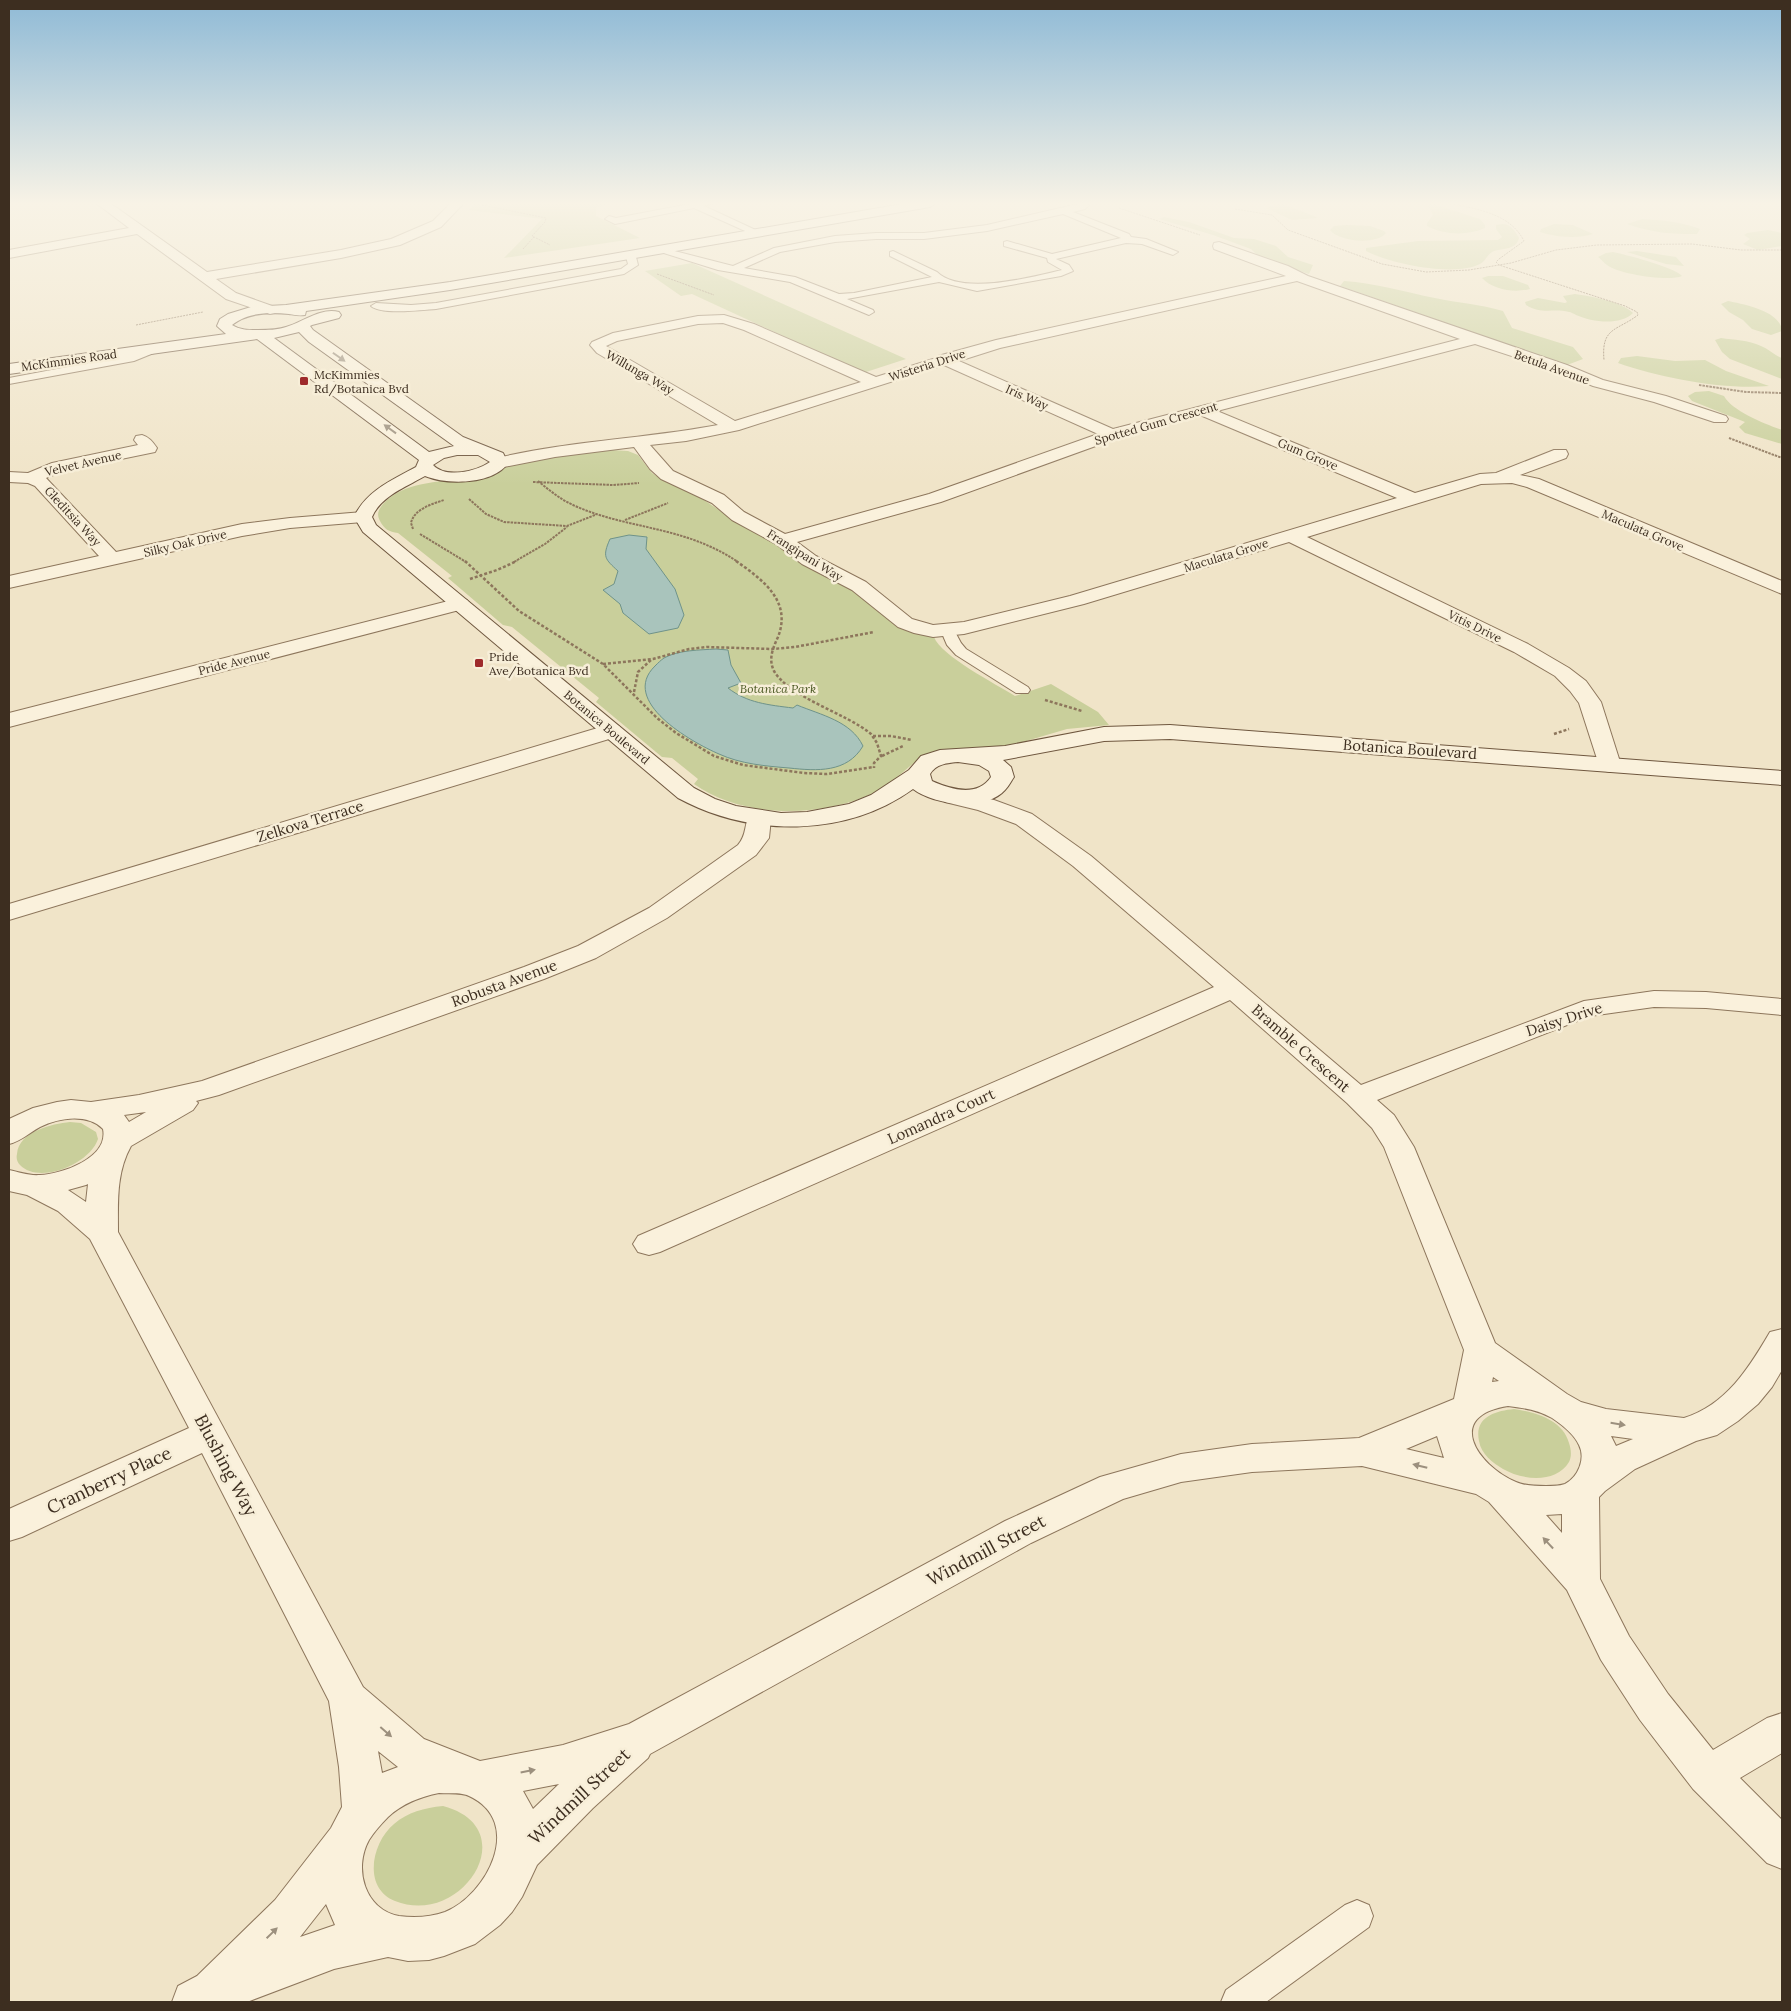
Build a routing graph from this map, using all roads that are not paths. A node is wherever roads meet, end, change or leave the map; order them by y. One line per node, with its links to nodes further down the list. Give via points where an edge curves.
1 (231, 296): 10 (street)
2 (234, 297): 8 (street)
3 (371, 297): 8 (street)
4 (424, 297): 11 (street)
5 (838, 297): 9 (lane)
6 (1209, 297): 15 (street, Wisteria Drive)
7 (1356, 297): 13 (street, Betula Avenue)
8 (276, 310): 10 (street, McKimmies Road); 11 (street, via 304,313 308,317)
9 (869, 312)
10 (234, 316): 12 (street, via 225,322 228,330); 16 (street, McKimmies Road, via 203,326)
11 (305, 323): 12 (street, McKimmies Road, via 279,333); 19 (street, one-way to 19, via 307,333 314,339)
12 (254, 334): 14 (street, McKimmies Road); 20 (street)
13 (1477, 339): 21 (street, Spotted Gum Crescent); 22 (street, Betula Avenue, via 1598,383)
14 (162, 346): 16 (street, McKimmies Road); 17 (lane, via 134,358)
15 (942, 359): 18 (street, Wisteria Drive); 24 (street, Iris Way)
16 (9, 367)
17 (9, 381)
18 (875, 382): 23 (street, Wisteria Drive); 23 (street, Willunga Way, via 724,319 698,320 613,337 596,345)
19 (379, 385): 20 (street); 29 (street, via 457,441)
20 (341, 393): 30 (street, one-way to 20)
21 (1202, 410): 24 (street, Spotted Gum Crescent); 36 (street, Gum Grove)
22 (1720, 419)
23 (733, 427): 26 (street, Wisteria Drive)
24 (1110, 434): 39 (street, Spotted Gum Crescent, via 935,498)
25 (142, 440): 34 (street, Velvet Avenue, via 149,448 58,467)
26 (640, 443): 27 (street, Wisteria Drive); 39 (street, Frangipani Way, via 656,465 674,480 718,499 744,520)
27 (555, 452): 29 (street, Wisteria Drive); 29 (street, Wisteria Drive, via 517,460)
28 (1560, 454): 33 (street, Maculata Grove)
29 (491, 456): 30 (street, via 446,452); 31 (street, via 489,471)
30 (427, 464): 31 (street, via 436,475); 35 (street)
31 (445, 476): 35 (street)
32 (9, 477): 34 (street, Velvet Avenue)
33 (1502, 477): 36 (street, Maculata Grove, via 1480,479); 42 (street, Maculata Grove, via 1532,483)
34 (30, 478): 40 (street, Gleditsia Way, via 41,482)
35 (392, 489): 37 (street, via 372,502)
36 (1414, 499): 38 (street, Maculata Grove)
37 (363, 516): 40 (street, Silky Oak Drive, via 264,527); 43 (street, Botanica Boulevard, via 369,528)
38 (1290, 536): 44 (street, Maculata Grove, via 1077,600); 50 (street, Vitis Drive, via 1521,648 1562,672 1590,702)
39 (783, 540): 44 (street, Frangipani Way, via 809,560 869,593 905,622 921,629)
40 (112, 559): 41 (street, Silky Oak Drive)
41 (9, 582)
42 (1782, 588)
43 (460, 604): 46 (street, Pride Avenue); 47 (street, Botanica Boulevard)
44 (948, 631): 45 (lane, via 961,652)
45 (1022, 690)
46 (9, 720)
47 (611, 730): 56 (street, Botanica Boulevard, via 699,802 714,809); 58 (street, Zelkova Terrace)
48 (1039, 747): 49 (street, Botanica Boulevard); 50 (street, Botanica Boulevard, via 1104,734 1170,732); 51 (street, Botanica Boulevard)
49 (971, 756): 51 (street, via 992,762 1000,767); 53 (street, Botanica Boulevard, via 935,759 920,768)
50 (1610, 765): 52 (street, Botanica Boulevard)
51 (1004, 776): 54 (street, Botanica Boulevard, via 1000,786 992,791 967,797); 57 (street, Bramble Crescent, via 1010,799)
52 (1782, 778)
53 (909, 781): 54 (street, via 918,780); 55 (street, Botanica Boulevard)
54 (946, 796): 55 (street, Botanica Boulevard); 57 (street, Bramble Crescent, via 986,805)
55 (879, 800): 56 (street, Botanica Boulevard, via 830,816)
56 (759, 818): 61 (street, Robusta Avenue, via 756,838 747,850 658,913 587,952 534,974)
57 (1024, 820): 59 (street, Bramble Crescent, via 1082,861)
58 (9, 912)
59 (1233, 989): 62 (street, Bramble Crescent); 68 (street, Lomandra Court)
60 (1782, 1007): 62 (street, Daisy Drive, via 1654,999 1584,1009)
61 (209, 1089): 63 (street, Robusta Avenue); 65 (street, Robusta Avenue)
62 (1357, 1096): 70 (street, Bramble Crescent, via 1383,1122 1399,1148)
63 (91, 1111): 64 (street, via 51,1112); 65 (street, via 114,1122 119,1131)
64 (9, 1134)
65 (115, 1147): 66 (street, Robusta Avenue, via 95,1168 71,1180); 67 (street, Blushing Way, via 102,1188)
66 (16, 1183): 67 (street, Blushing Way, via 69,1204)
67 (102, 1232): 74 (street, Blushing Way)
68 (649, 1244)
69 (1782, 1341): 73 (street, via 1746,1395 1704,1425)
70 (1481, 1350): 71 (street); 72 (street)
71 (1466, 1407): 72 (street, via 1488,1396 1508,1393 1532,1396); 75 (street, Windmill Street); 76 (street, via 1456,1424 1454,1438 1469,1468)
72 (1563, 1409): 73 (street, one-way to 73, via 1606,1422); 77 (street, via 1588,1429 1598,1446 1600,1464)
73 (1684, 1431): 77 (street, via 1622,1459)
74 (210, 1434): 78 (street, Cranberry Place); 80 (street, Blushing Way)
75 (1362, 1452): 76 (street, Windmill Street, one-way to 75); 82 (street, Windmill Street, via 1252,1458 1207,1464 1113,1487 1018,1532)
76 (1492, 1486): 77 (street, via 1522,1499 1544,1501 1564,1500); 79 (street, one-way to 76)
77 (1588, 1486): 79 (street)
78 (9, 1526)
79 (1581, 1579): 83 (street, via 1615,1648 1654,1708)
80 (349, 1700): 84 (street, Blushing Way, one-way to 84, via 409,1752); 85 (street, Blushing Way, via 360,1767)
81 (1782, 1731): 83 (street)
82 (640, 1739): 84 (street, Windmill Street, one-way to 82, via 563,1764); 87 (street, Windmill Street, via 578,1794)
83 (1708, 1775): 86 (street)
84 (473, 1778): 85 (street, via 439,1774 412,1780 385,1793); 87 (street, via 499,1792 513,1810 519,1830)
85 (355, 1826): 89 (street, via 340,1863 341,1887 349,1908 365,1924); 90 (street, one-way to 85, via 291,1915)
86 (1782, 1849)
87 (518, 1854): 89 (street, via 510,1880 493,1903 470,1922 442,1934 414,1940)
88 (1357, 1916): 91 (lane)
89 (386, 1936): 90 (street, via 334,1947)
90 (204, 1997)
91 (1238, 2002)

____

TASK DETAILS | What is needed is an exact copy of every entry, minus the images.

RESULT OF THE EXERCISE |
Build a routing graph from this map, using all roads that are not paths. A node is wherever roads meet, end, change or leave the map; order them by y. One line per node, with its links to nodes further down the list. Give via points where an edge curves.
1 (231, 296): 10 (street)
2 (234, 297): 8 (street)
3 (371, 297): 8 (street)
4 (424, 297): 11 (street)
5 (838, 297): 9 (lane)
6 (1209, 297): 15 (street, Wisteria Drive)
7 (1356, 297): 13 (street, Betula Avenue)
8 (276, 310): 10 (street, McKimmies Road); 11 (street, via 304,313 308,317)
9 (869, 312)
10 (234, 316): 12 (street, via 225,322 228,330); 16 (street, McKimmies Road, via 203,326)
11 (305, 323): 12 (street, McKimmies Road, via 279,333); 19 (street, one-way to 19, via 307,333 314,339)
12 (254, 334): 14 (street, McKimmies Road); 20 (street)
13 (1477, 339): 21 (street, Spotted Gum Crescent); 22 (street, Betula Avenue, via 1598,383)
14 (162, 346): 16 (street, McKimmies Road); 17 (lane, via 134,358)
15 (942, 359): 18 (street, Wisteria Drive); 24 (street, Iris Way)
16 (9, 367)
17 (9, 381)
18 (875, 382): 23 (street, Wisteria Drive); 23 (street, Willunga Way, via 724,319 698,320 613,337 596,345)
19 (379, 385): 20 (street); 29 (street, via 457,441)
20 (341, 393): 30 (street, one-way to 20)
21 (1202, 410): 24 (street, Spotted Gum Crescent); 36 (street, Gum Grove)
22 (1720, 419)
23 (733, 427): 26 (street, Wisteria Drive)
24 (1110, 434): 39 (street, Spotted Gum Crescent, via 935,498)
25 (142, 440): 34 (street, Velvet Avenue, via 149,448 58,467)
26 (640, 443): 27 (street, Wisteria Drive); 39 (street, Frangipani Way, via 656,465 674,480 718,499 744,520)
27 (555, 452): 29 (street, Wisteria Drive); 29 (street, Wisteria Drive, via 517,460)
28 (1560, 454): 33 (street, Maculata Grove)
29 (491, 456): 30 (street, via 446,452); 31 (street, via 489,471)
30 (427, 464): 31 (street, via 436,475); 35 (street)
31 (445, 476): 35 (street)
32 (9, 477): 34 (street, Velvet Avenue)
33 (1502, 477): 36 (street, Maculata Grove, via 1480,479); 42 (street, Maculata Grove, via 1532,483)
34 (30, 478): 40 (street, Gleditsia Way, via 41,482)
35 (392, 489): 37 (street, via 372,502)
36 (1414, 499): 38 (street, Maculata Grove)
37 (363, 516): 40 (street, Silky Oak Drive, via 264,527); 43 (street, Botanica Boulevard, via 369,528)
38 (1290, 536): 44 (street, Maculata Grove, via 1077,600); 50 (street, Vitis Drive, via 1521,648 1562,672 1590,702)
39 (783, 540): 44 (street, Frangipani Way, via 809,560 869,593 905,622 921,629)
40 (112, 559): 41 (street, Silky Oak Drive)
41 (9, 582)
42 (1782, 588)
43 (460, 604): 46 (street, Pride Avenue); 47 (street, Botanica Boulevard)
44 (948, 631): 45 (lane, via 961,652)
45 (1022, 690)
46 (9, 720)
47 (611, 730): 56 (street, Botanica Boulevard, via 699,802 714,809); 58 (street, Zelkova Terrace)
48 (1039, 747): 49 (street, Botanica Boulevard); 50 (street, Botanica Boulevard, via 1104,734 1170,732); 51 (street, Botanica Boulevard)
49 (971, 756): 51 (street, via 992,762 1000,767); 53 (street, Botanica Boulevard, via 935,759 920,768)
50 (1610, 765): 52 (street, Botanica Boulevard)
51 (1004, 776): 54 (street, Botanica Boulevard, via 1000,786 992,791 967,797); 57 (street, Bramble Crescent, via 1010,799)
52 (1782, 778)
53 (909, 781): 54 (street, via 918,780); 55 (street, Botanica Boulevard)
54 (946, 796): 55 (street, Botanica Boulevard); 57 (street, Bramble Crescent, via 986,805)
55 (879, 800): 56 (street, Botanica Boulevard, via 830,816)
56 (759, 818): 61 (street, Robusta Avenue, via 756,838 747,850 658,913 587,952 534,974)
57 (1024, 820): 59 (street, Bramble Crescent, via 1082,861)
58 (9, 912)
59 (1233, 989): 62 (street, Bramble Crescent); 68 (street, Lomandra Court)
60 (1782, 1007): 62 (street, Daisy Drive, via 1654,999 1584,1009)
61 (209, 1089): 63 (street, Robusta Avenue); 65 (street, Robusta Avenue)
62 (1357, 1096): 70 (street, Bramble Crescent, via 1383,1122 1399,1148)
63 (91, 1111): 64 (street, via 51,1112); 65 (street, via 114,1122 119,1131)
64 (9, 1134)
65 (115, 1147): 66 (street, Robusta Avenue, via 95,1168 71,1180); 67 (street, Blushing Way, via 102,1188)
66 (16, 1183): 67 (street, Blushing Way, via 69,1204)
67 (102, 1232): 74 (street, Blushing Way)
68 (649, 1244)
69 (1782, 1341): 73 (street, via 1746,1395 1704,1425)
70 (1481, 1350): 71 (street); 72 (street)
71 (1466, 1407): 72 (street, via 1488,1396 1508,1393 1532,1396); 75 (street, Windmill Street); 76 (street, via 1456,1424 1454,1438 1469,1468)
72 (1563, 1409): 73 (street, one-way to 73, via 1606,1422); 77 (street, via 1588,1429 1598,1446 1600,1464)
73 (1684, 1431): 77 (street, via 1622,1459)
74 (210, 1434): 78 (street, Cranberry Place); 80 (street, Blushing Way)
75 (1362, 1452): 76 (street, Windmill Street, one-way to 75); 82 (street, Windmill Street, via 1252,1458 1207,1464 1113,1487 1018,1532)
76 (1492, 1486): 77 (street, via 1522,1499 1544,1501 1564,1500); 79 (street, one-way to 76)
77 (1588, 1486): 79 (street)
78 (9, 1526)
79 (1581, 1579): 83 (street, via 1615,1648 1654,1708)
80 (349, 1700): 84 (street, Blushing Way, one-way to 84, via 409,1752); 85 (street, Blushing Way, via 360,1767)
81 (1782, 1731): 83 (street)
82 (640, 1739): 84 (street, Windmill Street, one-way to 82, via 563,1764); 87 (street, Windmill Street, via 578,1794)
83 (1708, 1775): 86 (street)
84 (473, 1778): 85 (street, via 439,1774 412,1780 385,1793); 87 (street, via 499,1792 513,1810 519,1830)
85 (355, 1826): 89 (street, via 340,1863 341,1887 349,1908 365,1924); 90 (street, one-way to 85, via 291,1915)
86 (1782, 1849)
87 (518, 1854): 89 (street, via 510,1880 493,1903 470,1922 442,1934 414,1940)
88 (1357, 1916): 91 (lane)
89 (386, 1936): 90 (street, via 334,1947)
90 (204, 1997)
91 (1238, 2002)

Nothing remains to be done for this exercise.